▸ Work instruction:
Take the records below and write them out again exactly.

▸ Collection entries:

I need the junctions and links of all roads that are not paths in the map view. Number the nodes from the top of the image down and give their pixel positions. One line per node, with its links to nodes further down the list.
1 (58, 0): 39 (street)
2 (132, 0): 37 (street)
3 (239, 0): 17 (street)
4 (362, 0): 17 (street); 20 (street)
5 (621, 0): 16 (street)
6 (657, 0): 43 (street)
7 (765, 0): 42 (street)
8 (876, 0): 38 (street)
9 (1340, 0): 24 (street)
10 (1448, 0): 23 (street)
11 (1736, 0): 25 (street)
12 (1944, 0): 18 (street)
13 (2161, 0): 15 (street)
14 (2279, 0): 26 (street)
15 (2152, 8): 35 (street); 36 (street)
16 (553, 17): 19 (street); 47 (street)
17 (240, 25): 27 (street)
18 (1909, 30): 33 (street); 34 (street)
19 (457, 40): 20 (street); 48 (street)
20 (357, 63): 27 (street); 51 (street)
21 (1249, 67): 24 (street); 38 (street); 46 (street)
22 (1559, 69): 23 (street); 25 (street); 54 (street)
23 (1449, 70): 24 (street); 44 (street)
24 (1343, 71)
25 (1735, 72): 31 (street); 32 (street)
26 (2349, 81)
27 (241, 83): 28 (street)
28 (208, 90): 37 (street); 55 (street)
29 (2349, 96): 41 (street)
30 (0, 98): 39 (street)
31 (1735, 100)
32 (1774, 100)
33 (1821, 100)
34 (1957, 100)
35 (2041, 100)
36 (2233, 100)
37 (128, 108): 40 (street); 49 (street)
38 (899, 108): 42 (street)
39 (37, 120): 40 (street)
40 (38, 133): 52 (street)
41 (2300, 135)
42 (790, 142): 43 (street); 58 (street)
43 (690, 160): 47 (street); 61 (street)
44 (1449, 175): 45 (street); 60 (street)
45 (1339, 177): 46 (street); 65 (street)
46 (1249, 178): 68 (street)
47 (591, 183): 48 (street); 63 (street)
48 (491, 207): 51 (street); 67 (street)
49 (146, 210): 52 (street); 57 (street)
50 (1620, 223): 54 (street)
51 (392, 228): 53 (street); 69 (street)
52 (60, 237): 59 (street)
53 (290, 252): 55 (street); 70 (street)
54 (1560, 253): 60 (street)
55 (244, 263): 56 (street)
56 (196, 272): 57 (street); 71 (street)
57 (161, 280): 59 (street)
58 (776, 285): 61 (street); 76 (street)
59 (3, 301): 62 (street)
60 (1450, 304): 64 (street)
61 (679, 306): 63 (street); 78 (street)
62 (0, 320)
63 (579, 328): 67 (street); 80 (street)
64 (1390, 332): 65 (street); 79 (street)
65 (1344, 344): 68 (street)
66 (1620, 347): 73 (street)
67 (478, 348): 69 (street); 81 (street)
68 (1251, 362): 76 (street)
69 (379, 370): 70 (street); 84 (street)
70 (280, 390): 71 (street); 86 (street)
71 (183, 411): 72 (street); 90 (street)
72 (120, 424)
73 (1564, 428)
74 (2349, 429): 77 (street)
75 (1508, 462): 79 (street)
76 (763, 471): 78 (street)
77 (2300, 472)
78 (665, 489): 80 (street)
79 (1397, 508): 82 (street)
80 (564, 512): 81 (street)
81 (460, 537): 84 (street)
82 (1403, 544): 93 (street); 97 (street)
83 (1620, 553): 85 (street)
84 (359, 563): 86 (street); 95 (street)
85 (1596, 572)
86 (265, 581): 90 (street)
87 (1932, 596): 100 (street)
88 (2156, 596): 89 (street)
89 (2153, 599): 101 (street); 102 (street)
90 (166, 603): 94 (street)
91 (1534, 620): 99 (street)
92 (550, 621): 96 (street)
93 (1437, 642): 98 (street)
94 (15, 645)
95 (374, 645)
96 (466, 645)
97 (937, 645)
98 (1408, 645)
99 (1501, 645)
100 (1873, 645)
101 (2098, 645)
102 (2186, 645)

▸ Response below:
I need the junctions and links of all roads that are not paths in the map view. Number the nodes from the top of the image down and give their pixel positions. One line per node, with its links to nodes further down the list.
1 (58, 0): 39 (street)
2 (132, 0): 37 (street)
3 (239, 0): 17 (street)
4 (362, 0): 17 (street); 20 (street)
5 (621, 0): 16 (street)
6 (657, 0): 43 (street)
7 (765, 0): 42 (street)
8 (876, 0): 38 (street)
9 (1340, 0): 24 (street)
10 (1448, 0): 23 (street)
11 (1736, 0): 25 (street)
12 (1944, 0): 18 (street)
13 (2161, 0): 15 (street)
14 (2279, 0): 26 (street)
15 (2152, 8): 35 (street); 36 (street)
16 (553, 17): 19 (street); 47 (street)
17 (240, 25): 27 (street)
18 (1909, 30): 33 (street); 34 (street)
19 (457, 40): 20 (street); 48 (street)
20 (357, 63): 27 (street); 51 (street)
21 (1249, 67): 24 (street); 38 (street); 46 (street)
22 (1559, 69): 23 (street); 25 (street); 54 (street)
23 (1449, 70): 24 (street); 44 (street)
24 (1343, 71)
25 (1735, 72): 31 (street); 32 (street)
26 (2349, 81)
27 (241, 83): 28 (street)
28 (208, 90): 37 (street); 55 (street)
29 (2349, 96): 41 (street)
30 (0, 98): 39 (street)
31 (1735, 100)
32 (1774, 100)
33 (1821, 100)
34 (1957, 100)
35 (2041, 100)
36 (2233, 100)
37 (128, 108): 40 (street); 49 (street)
38 (899, 108): 42 (street)
39 (37, 120): 40 (street)
40 (38, 133): 52 (street)
41 (2300, 135)
42 (790, 142): 43 (street); 58 (street)
43 (690, 160): 47 (street); 61 (street)
44 (1449, 175): 45 (street); 60 (street)
45 (1339, 177): 46 (street); 65 (street)
46 (1249, 178): 68 (street)
47 (591, 183): 48 (street); 63 (street)
48 (491, 207): 51 (street); 67 (street)
49 (146, 210): 52 (street); 57 (street)
50 (1620, 223): 54 (street)
51 (392, 228): 53 (street); 69 (street)
52 (60, 237): 59 (street)
53 (290, 252): 55 (street); 70 (street)
54 (1560, 253): 60 (street)
55 (244, 263): 56 (street)
56 (196, 272): 57 (street); 71 (street)
57 (161, 280): 59 (street)
58 (776, 285): 61 (street); 76 (street)
59 (3, 301): 62 (street)
60 (1450, 304): 64 (street)
61 (679, 306): 63 (street); 78 (street)
62 (0, 320)
63 (579, 328): 67 (street); 80 (street)
64 (1390, 332): 65 (street); 79 (street)
65 (1344, 344): 68 (street)
66 (1620, 347): 73 (street)
67 (478, 348): 69 (street); 81 (street)
68 (1251, 362): 76 (street)
69 (379, 370): 70 (street); 84 (street)
70 (280, 390): 71 (street); 86 (street)
71 (183, 411): 72 (street); 90 (street)
72 (120, 424)
73 (1564, 428)
74 (2349, 429): 77 (street)
75 (1508, 462): 79 (street)
76 (763, 471): 78 (street)
77 (2300, 472)
78 (665, 489): 80 (street)
79 (1397, 508): 82 (street)
80 (564, 512): 81 (street)
81 (460, 537): 84 (street)
82 (1403, 544): 93 (street); 97 (street)
83 (1620, 553): 85 (street)
84 (359, 563): 86 (street); 95 (street)
85 (1596, 572)
86 (265, 581): 90 (street)
87 (1932, 596): 100 (street)
88 (2156, 596): 89 (street)
89 (2153, 599): 101 (street); 102 (street)
90 (166, 603): 94 (street)
91 (1534, 620): 99 (street)
92 (550, 621): 96 (street)
93 (1437, 642): 98 (street)
94 (15, 645)
95 (374, 645)
96 (466, 645)
97 (937, 645)
98 (1408, 645)
99 (1501, 645)
100 (1873, 645)
101 (2098, 645)
102 (2186, 645)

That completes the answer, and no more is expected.